Lenvatinib plus pembrolizumab for patients with previously treated, advanced, triple-negative breast cancer: results from the triple-negative breast cancer cohort of the phase 2 LEAP-005 study

Messaggi chiave

Lo studio di fase II LEAP-005 ha valutato l’attività antitumorale e il profilo di sicurezza di lenvatinib + pembrolizumab in pazienti con vari tipi di tumori solidi in stadio avanzato. Vengono qui riportati i risultati relativi alla coorte con carcinoma mammario triplo negativo (TNBC), comprensiva di 31 pazienti con TNBC metastatico o non resecabile in progressione dopo una o due linee di trattamento.
Il tasso di risposta obiettiva (ORR) in base alla valutazione dello sperimentatore è risultato pari al 23%. La revisione centrale indipendente in cieco ha fornito un ORR del 32%, con tassi di risposta del 50 e 27% in presenza di un punteggio combinato positivo di PD-L1 ≥10 e <10, rispettivamente. La durata mediana della risposta è stata di 12,1 mesi. Le mediane di sopravvivenza libera da progressione e sopravvivenza globale sono state di 5,1 e 11,4 mesi. Eventi avversi correlati al trattamento (TRAE) si sono verificati nel 94% delle pazienti (grado 3, 52%; grado 4, 0%). Una paziente è deceduta a causa di un TRAE di emorragia subaracnoidea.
La combinazione di lenvatinib + pembrolizumab appare dotata di una discreta attività antitumorale – con un beneficio duraturo e un profilo di sicurezza gestibile – in pazienti con TNBC avanzato pesantemente pretrattate.
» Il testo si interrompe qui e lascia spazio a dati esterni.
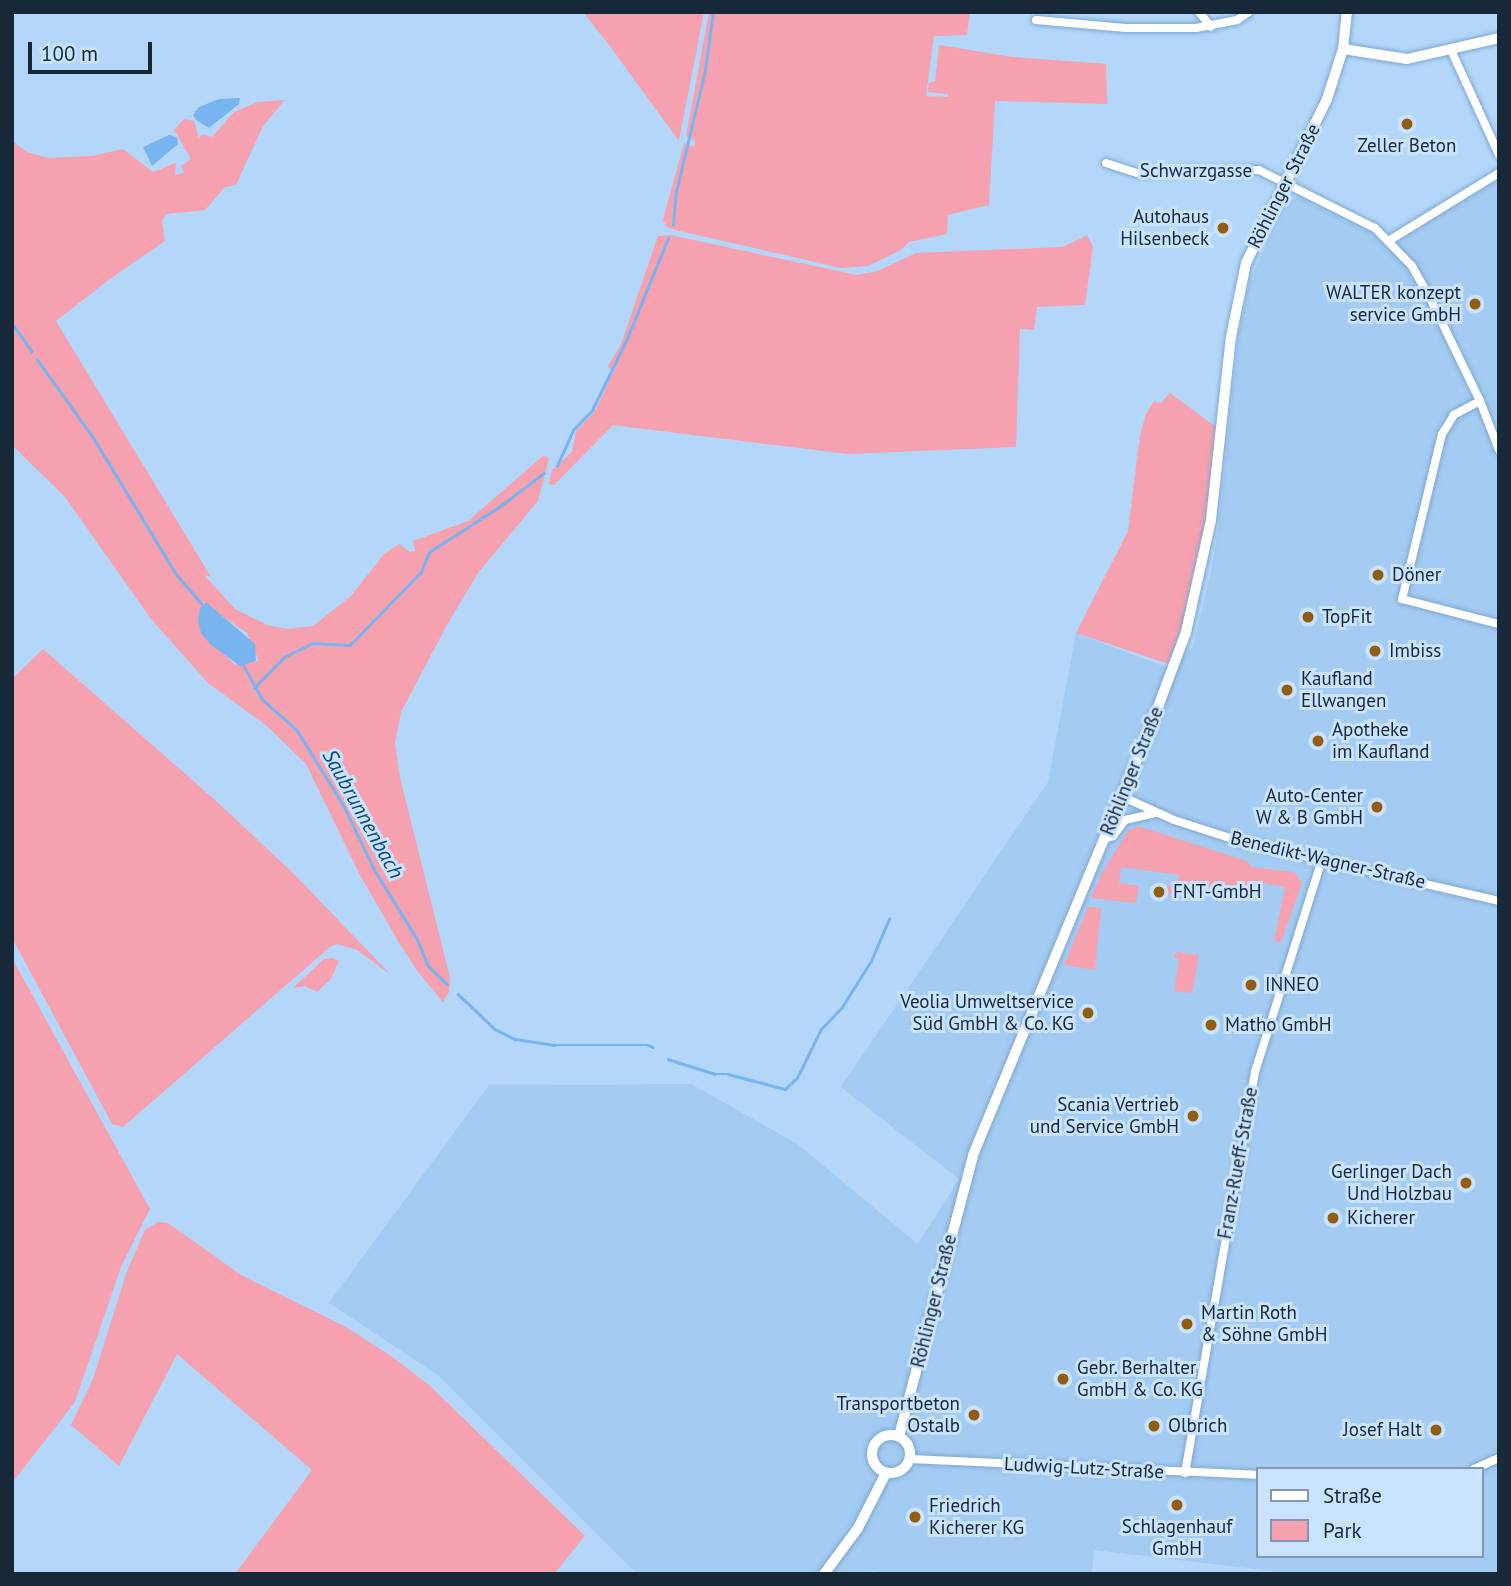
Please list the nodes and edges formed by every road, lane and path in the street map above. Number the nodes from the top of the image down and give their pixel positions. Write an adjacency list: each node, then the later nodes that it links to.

I risultati di questo studio vanno ad aggiungersi alla crescente mole di dati a supporto dell’uso di combinazioni immunoterapiche chemotherapy-free nel carcinoma mammario triplo negativo.

Background

Novel treatments are needed for patients with advanced, triple-negative breast cancer (TNBC) that progresses or recurs after first-line treatment with chemotherapy.
The authors report results from the TNBC cohort of the multicohort, open-label, single-arm, phase 2 LEAP-005 study of lenvatinib plus pembrolizumab in patients with advanced solid tumors (ClinicalTrials.gov identifier NCT03797326).

Methods

Eligible patients had metastatic or unresectable TNBC with disease progression after one or two lines of therapy.
Patients received lenvatinib (20 mg daily) plus pembrolizumab (200 mg every 3 weeks; up to 35 cycles).
The primary end points were the objective response rate according to Response Evaluation Criteria in Solid Tumors, version 1.1, and safety (adverse events graded by the National Cancer Institute’s Common Terminology Criteria for Adverse Events, version 4.0).
Duration of response, progression-free survival, and overall survival were secondary end points.

Results

Thirty-one patients were enrolled. The objective response rate by investigator assessment was 23% (95% confidence interval [CI], 10-41%).
Overall, the objective response rate by blinded independent central review (BICR) was 32% (95% CI, 17-51%); and, in patients who had programmed cell death ligand 1 combined positive scores ≥10 (n = 8) and <10 (n = 22), the objective response rate was 50% (95% CI, 16-84%) and 27% (95% CI, 11-50%), respectively.
The median duration of response by BICR was 12.1 months (range, from 3.0+ to 37.9+ months).
The median progression-free survival by BICR was 5.1 months (95% CI, 1.9-11.8 months) and the median overall survival was 11.4 months (95% CI, 4.1-21.7 months).
Treatment-related adverse events occurred in 94% of patients (grade 3, 52%; grade 4, 0%). One patient died due to a treatment-related adverse event of subarachnoid hemorrhage.

Conclusions

The combination of lenvatinib plus pembrolizumab demonstrated antitumor activity with a manageable safety profile in patients with previously treated, advanced TNBC.